Exercise directions
Line by line, copy out the data below exactly.

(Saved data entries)
☆ ☆ ☆
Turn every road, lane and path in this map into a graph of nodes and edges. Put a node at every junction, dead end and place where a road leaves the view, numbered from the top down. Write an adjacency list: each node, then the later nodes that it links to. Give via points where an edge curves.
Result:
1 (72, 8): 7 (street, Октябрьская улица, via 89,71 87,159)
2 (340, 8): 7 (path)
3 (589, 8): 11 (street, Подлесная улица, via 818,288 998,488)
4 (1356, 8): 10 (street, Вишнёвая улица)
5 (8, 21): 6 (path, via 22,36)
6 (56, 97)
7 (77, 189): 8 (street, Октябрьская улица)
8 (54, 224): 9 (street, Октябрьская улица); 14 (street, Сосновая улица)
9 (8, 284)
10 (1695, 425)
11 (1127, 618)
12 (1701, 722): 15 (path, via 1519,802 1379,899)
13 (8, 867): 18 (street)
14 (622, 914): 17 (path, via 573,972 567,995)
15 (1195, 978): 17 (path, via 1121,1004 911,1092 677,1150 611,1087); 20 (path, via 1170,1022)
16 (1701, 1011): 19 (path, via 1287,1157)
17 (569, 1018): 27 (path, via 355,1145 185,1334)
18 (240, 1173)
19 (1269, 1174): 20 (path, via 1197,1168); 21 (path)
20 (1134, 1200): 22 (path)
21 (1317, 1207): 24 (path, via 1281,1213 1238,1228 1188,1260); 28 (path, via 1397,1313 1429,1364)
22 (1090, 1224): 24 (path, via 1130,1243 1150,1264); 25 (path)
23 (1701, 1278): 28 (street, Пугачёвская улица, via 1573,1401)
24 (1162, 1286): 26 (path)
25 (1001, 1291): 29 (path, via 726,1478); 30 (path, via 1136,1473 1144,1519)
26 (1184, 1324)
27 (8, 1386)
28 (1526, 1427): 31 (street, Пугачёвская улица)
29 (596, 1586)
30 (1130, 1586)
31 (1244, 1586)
☆ ☆ ☆
Exercise output
Turn every road, lane and path in this map into a graph of nodes and edges. Put a node at every junction, dead end and place where a road leaves the view, numbered from the top down. Write an adjacency list: each node, then the later nodes that it links to. Give via points where an edge curves.
Result:
1 (72, 8): 7 (street, Октябрьская улица, via 89,71 87,159)
2 (340, 8): 7 (path)
3 (589, 8): 11 (street, Подлесная улица, via 818,288 998,488)
4 (1356, 8): 10 (street, Вишнёвая улица)
5 (8, 21): 6 (path, via 22,36)
6 (56, 97)
7 (77, 189): 8 (street, Октябрьская улица)
8 (54, 224): 9 (street, Октябрьская улица); 14 (street, Сосновая улица)
9 (8, 284)
10 (1695, 425)
11 (1127, 618)
12 (1701, 722): 15 (path, via 1519,802 1379,899)
13 (8, 867): 18 (street)
14 (622, 914): 17 (path, via 573,972 567,995)
15 (1195, 978): 17 (path, via 1121,1004 911,1092 677,1150 611,1087); 20 (path, via 1170,1022)
16 (1701, 1011): 19 (path, via 1287,1157)
17 (569, 1018): 27 (path, via 355,1145 185,1334)
18 (240, 1173)
19 (1269, 1174): 20 (path, via 1197,1168); 21 (path)
20 (1134, 1200): 22 (path)
21 (1317, 1207): 24 (path, via 1281,1213 1238,1228 1188,1260); 28 (path, via 1397,1313 1429,1364)
22 (1090, 1224): 24 (path, via 1130,1243 1150,1264); 25 (path)
23 (1701, 1278): 28 (street, Пугачёвская улица, via 1573,1401)
24 (1162, 1286): 26 (path)
25 (1001, 1291): 29 (path, via 726,1478); 30 (path, via 1136,1473 1144,1519)
26 (1184, 1324)
27 (8, 1386)
28 (1526, 1427): 31 (street, Пугачёвская улица)
29 (596, 1586)
30 (1130, 1586)
31 (1244, 1586)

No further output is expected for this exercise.